Draw the Girl

Friday, March 23, 2007

Morning in the City

(transcribed from paper journal)

It's 11 a.m. on Friday, and I'm sitting in Cafe Duke in SoHo with a hazelnut coffee and a poppyseed bagel with veggie cream cheese. Feeling a bit lost and lunatical after the morning trek from Chelsea. Luckily the weather is divine. Of course I wish it were more sunny, but I'm mostly glad it's not (a) raining (b) cold or (c) God forbid snowing. Snow's nice and all but not when I'm wandering around on foot. I mean, who am I? I know, I am weak, delicate, and lame.

Washington Square Park

"Chasing Cars" is playing in here, and it's playing in every store I enter, it seems. It was fun to get ready with Shelley this morning. It was like the old sleepover days. She went to work, and I walked down 7th Avenue to Greenwich and then through Washington Square Park and thought about when I was totally coming to NYU for grad school and how alarmed my mom and sister looked through our entire walk around the area. Lord! I don't regret not coming, but I do have to wonder what different paths I might have followed in life by living here, meeting people here, taking whatever chances and opportunities that would have been presented to me here. I guess in the Felicity scenario, I did not listen to Noel's impassioned plea, "Stay in New York or perish."
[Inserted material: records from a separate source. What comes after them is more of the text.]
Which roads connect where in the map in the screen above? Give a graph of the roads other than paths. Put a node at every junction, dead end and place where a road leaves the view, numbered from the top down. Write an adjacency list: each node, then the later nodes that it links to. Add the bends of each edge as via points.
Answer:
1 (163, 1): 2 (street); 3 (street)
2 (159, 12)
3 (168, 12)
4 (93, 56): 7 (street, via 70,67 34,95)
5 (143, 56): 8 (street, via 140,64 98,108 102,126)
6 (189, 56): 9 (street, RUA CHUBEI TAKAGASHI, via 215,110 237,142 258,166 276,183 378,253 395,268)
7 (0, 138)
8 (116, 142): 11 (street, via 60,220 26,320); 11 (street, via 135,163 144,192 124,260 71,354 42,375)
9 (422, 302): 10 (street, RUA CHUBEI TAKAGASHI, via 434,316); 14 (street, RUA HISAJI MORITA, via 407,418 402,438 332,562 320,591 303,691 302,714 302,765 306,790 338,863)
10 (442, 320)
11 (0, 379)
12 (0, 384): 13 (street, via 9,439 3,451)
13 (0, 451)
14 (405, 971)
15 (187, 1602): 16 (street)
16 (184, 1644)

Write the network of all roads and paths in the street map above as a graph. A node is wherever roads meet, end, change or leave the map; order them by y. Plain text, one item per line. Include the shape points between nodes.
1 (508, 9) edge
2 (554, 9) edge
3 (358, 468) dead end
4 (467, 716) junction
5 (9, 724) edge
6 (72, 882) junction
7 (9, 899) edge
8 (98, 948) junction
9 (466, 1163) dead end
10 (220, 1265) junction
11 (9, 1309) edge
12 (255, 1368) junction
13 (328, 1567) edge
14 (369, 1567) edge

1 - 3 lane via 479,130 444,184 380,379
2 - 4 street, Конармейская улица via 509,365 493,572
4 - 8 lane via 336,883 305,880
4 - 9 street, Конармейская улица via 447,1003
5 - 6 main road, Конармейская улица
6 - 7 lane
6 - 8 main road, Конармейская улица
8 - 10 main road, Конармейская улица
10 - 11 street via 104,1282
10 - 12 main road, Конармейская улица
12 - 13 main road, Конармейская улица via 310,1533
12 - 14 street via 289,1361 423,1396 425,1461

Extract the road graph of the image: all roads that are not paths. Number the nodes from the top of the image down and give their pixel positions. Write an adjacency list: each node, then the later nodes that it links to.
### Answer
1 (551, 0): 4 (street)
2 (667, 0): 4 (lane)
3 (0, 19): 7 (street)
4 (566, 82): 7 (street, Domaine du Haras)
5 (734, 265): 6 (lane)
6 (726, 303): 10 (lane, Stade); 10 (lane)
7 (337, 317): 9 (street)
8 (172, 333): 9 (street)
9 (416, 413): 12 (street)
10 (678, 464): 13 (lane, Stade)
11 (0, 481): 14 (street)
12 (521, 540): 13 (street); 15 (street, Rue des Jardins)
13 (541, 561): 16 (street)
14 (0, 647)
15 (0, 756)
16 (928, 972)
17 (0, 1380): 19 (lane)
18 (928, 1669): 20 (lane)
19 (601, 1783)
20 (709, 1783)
I stopped and looked at some of the Tiles for America, which was a neat display.

Tiles for America

I bought some postcards, and after eventually getting to SoHo, I started feeling quite antsy and like I really needed coffee and a snack, and I almost wept when beholding Dean and Deluca as if it were bathed in heavenly light at Prince and Broadway only to realize that it's a giant (albeit awesome) grocery store Dean and Deluca with no tables for taking a load off with a cup of coffee in a chilled-out manner.

Escapes

I regrouped and spotted Kate's Paperie, thank God, which is always a salvation haven, and I walked around in there and calmed down for a few minutes. Then I ended up at this nearby cafe. There wasn't any sort of real line at the breakfast counter, and I couldn't tell who'd been there before me, so person after person kept shoving forward to order while I just stood there clutching my messenger bag, and I finally worked up the nerve to order and possibly cut in front of someone. Thankfully, I ordered without incident. Now I must find the store whose name I can't ever remember at Broadway and Broome. Which makes me think of Bialystock and Bloom.